Now musical waveforms are intrinsically dynamic, which is to say, varying in amplitude, which is commonly measured in Volts. These variances occur due to changes in the opposition to 'current' flow, which we have learned mathematically, to be based on frequency. This form of opposition is known as impedance (because it varies). If the resistance varies then so must the 'current' and therefore the Wattage, due to Wattage = 'current' x 'current' x a sampled resistance, within an AC signal (IxIxR).
: Musical AC Wattage is in a continual state of change, throughout each waveform, and related harmonics. To gain an idea of the typical range of AC Wattage output, we use a method known as root, mean and squared (RMS), to determine such (much more on the later on). This method requires that multiple samples be taken, at different degrees/Amplitudes, then that each sampled be squared, then summed, then divided by the number of different sample points, which provides the mean, then calculate the root of the mean, which concludes the final step in RMS Wattage estimation
: Non-musical DC Wattage is not in a continual state of change, it is essentially constant. The reason being, direct current is deliver via 0Hz, and therefore zero variance in resistances, regardless of time. There is no RMS value for DC, just M or mean. One can very easily add a series of samples, take the sum and divide it by the number of samples, and the result would be the average or mean of the Voltage.
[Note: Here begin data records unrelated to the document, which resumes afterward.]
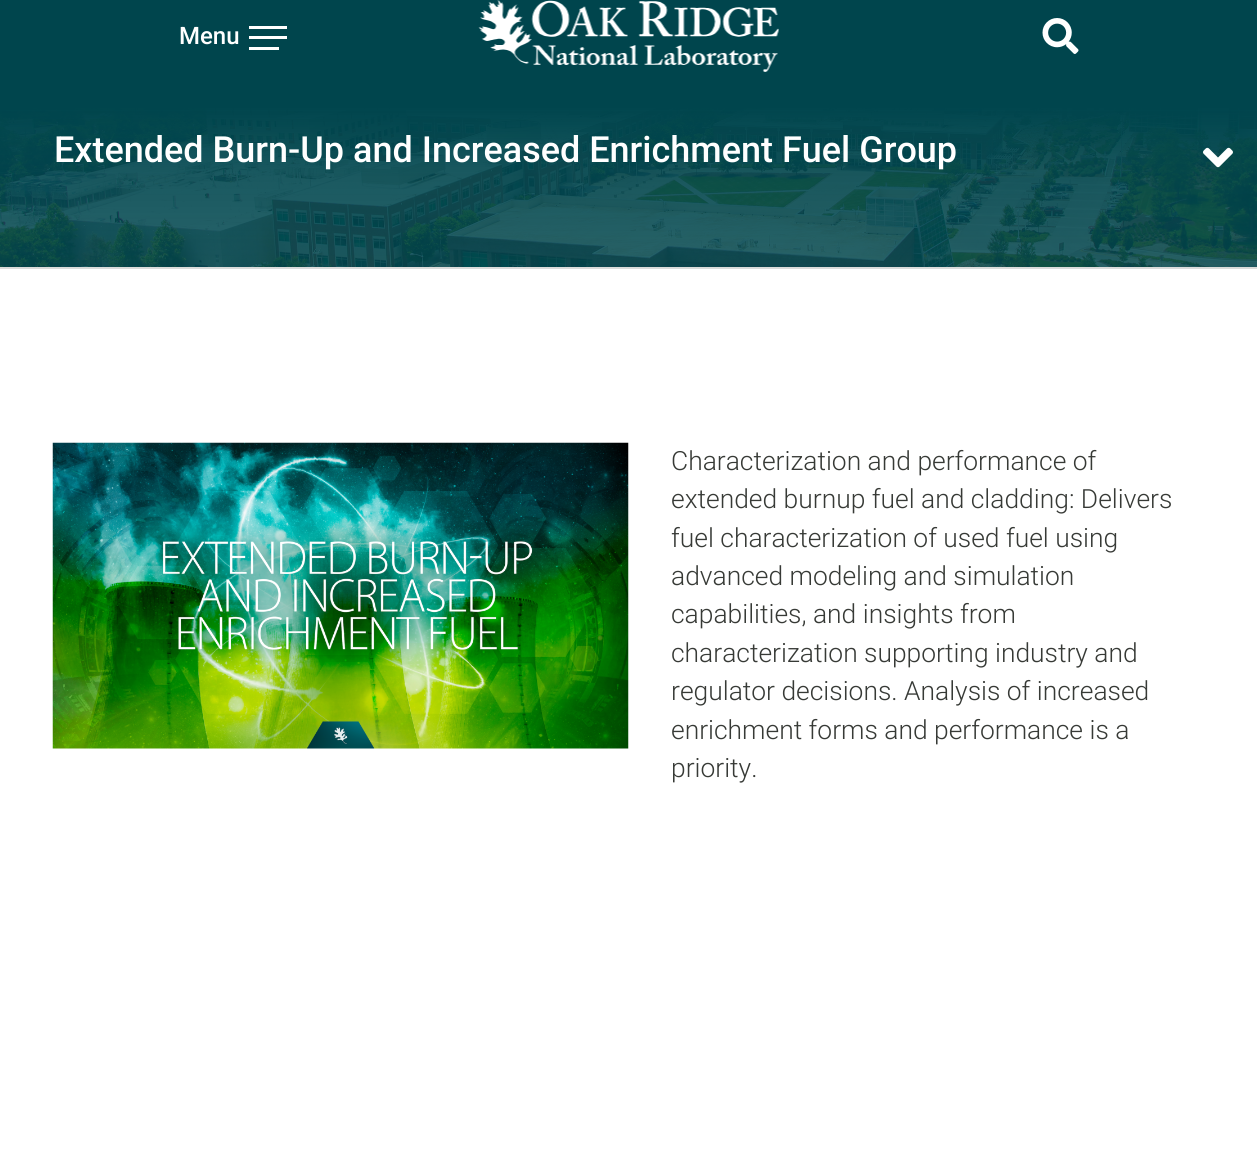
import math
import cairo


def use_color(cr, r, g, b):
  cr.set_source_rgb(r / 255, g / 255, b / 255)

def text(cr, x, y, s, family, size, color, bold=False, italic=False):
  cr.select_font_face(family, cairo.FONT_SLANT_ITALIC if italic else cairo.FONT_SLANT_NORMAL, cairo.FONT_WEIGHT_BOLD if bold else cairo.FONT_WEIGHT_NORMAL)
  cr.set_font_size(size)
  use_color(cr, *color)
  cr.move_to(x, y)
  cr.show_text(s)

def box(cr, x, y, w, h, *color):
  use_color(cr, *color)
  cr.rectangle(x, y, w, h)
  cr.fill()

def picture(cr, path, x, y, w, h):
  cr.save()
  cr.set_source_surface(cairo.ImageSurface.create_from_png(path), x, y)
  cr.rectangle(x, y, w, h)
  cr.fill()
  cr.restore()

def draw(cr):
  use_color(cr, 255, 255, 255)
  cr.paint()
  picture(cr, "img_01.png", 0, 0, 1257, 267)
  box(cr, 249, 26, 38, 3, 255, 255, 255)
  box(cr, 249, 36, 38, 3, 255, 255, 255)
  box(cr, 249, 47, 30, 3, 255, 255, 255)
  picture(cr, "img_02.png", 478, 0, 301, 72)
  picture(cr, "img_03.png", 1042, 18, 37, 36)
  picture(cr, "img_04.png", 1203, 147, 30, 21)
  box(cr, 0, 267, 1257, 2, 219, 220, 219)
  picture(cr, "img_05.png", 52, 442, 577, 307)
  text(cr, 179, 44, "Menu", "Roboto Medium", 24, (255, 255, 255))
  text(cr, 54, 162, "Extended Burn-Up and Increased Enrichment Fuel Group", "Roboto Medium", 36, (255, 255, 255))
  text(cr, 671, 470, "Characterization and performance of", "Roboto Light", 26.4, (55, 58, 54))
  text(cr, 671, 508, "extended burnup fuel and cladding: Delivers", "Roboto Light", 26.4, (55, 58, 54))
  text(cr, 671, 547, "fuel characterization of used fuel using", "Roboto Light", 26.4, (55, 58, 54))
  text(cr, 671, 585, "advanced modeling and simulation", "Roboto Light", 26.4, (55, 58, 54))
  text(cr, 671, 623, "capabilities, and insights from", "Roboto Light", 26.4, (55, 58, 54))
  text(cr, 671, 662, "characterization supporting industry and", "Roboto Light", 26.4, (55, 58, 54))
  text(cr, 671, 700, "regulator decisions. Analysis of increased", "Roboto Light", 26.4, (55, 58, 54))
  text(cr, 671, 739, "enrichment forms and performance is a", "Roboto Light", 26.4, (55, 58, 54))
  text(cr, 671, 777, "priority.", "Roboto Light", 26.4, (55, 58, 54))


surface = cairo.ImageSurface(cairo.FORMAT_RGB24, 1257, 1165)
cr = cairo.Context(surface)
options = cairo.FontOptions()
options.set_hint_metrics(cairo.HINT_METRICS_OFF)
options.set_hint_style(cairo.HINT_STYLE_NONE)
cr.set_font_options(options)
cr.set_miter_limit(4)
draw(cr)
surface.write_to_png("out.png")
Therefore, they're not electrically similar in the way in which they're produced, calculated or applied. A speakers RMS Wattage rating is based on AC, not DC input Wattage. DC power is constant, not ranging, it's applied at 100% - for 100% of the time. The presence of greater durations of direct current delivery (minimal, to no variance), more quickly brings a drivers voice coil to it's thermal limits, than the delivery of ranging alternating currents. In this regard, a Watt is Watt, and the speaker simply has a different tolerance predicated on how it's delivered: higher for pure AC, lower for mixed current, lowest for pure DC deliveries.
In your examples, the differences are most probably rooted in the presences / occurrences of 'current' that has been delivered in a more direct fashion, which is to say, some amplifiers were probably clipping more than others.
With regards to your tweeter comment: Tweeters simply have smaller gauge voice coils and less cooling potential than that of larger drivers, as such, it's common to see them come undone or 'cook' first, in systems that are being driven heavily into clip, or in systems with a severe, over powered, mismatch, between the amp and speaker system; typically by a factor of no less than 2:1. As a rule of thumb, one should minimally match the RMS Values of their speakers to the max power value of an amplifiers, when high output is the intended application, or much of the amplifiers rated power is likely to be demanded (more on this later as well).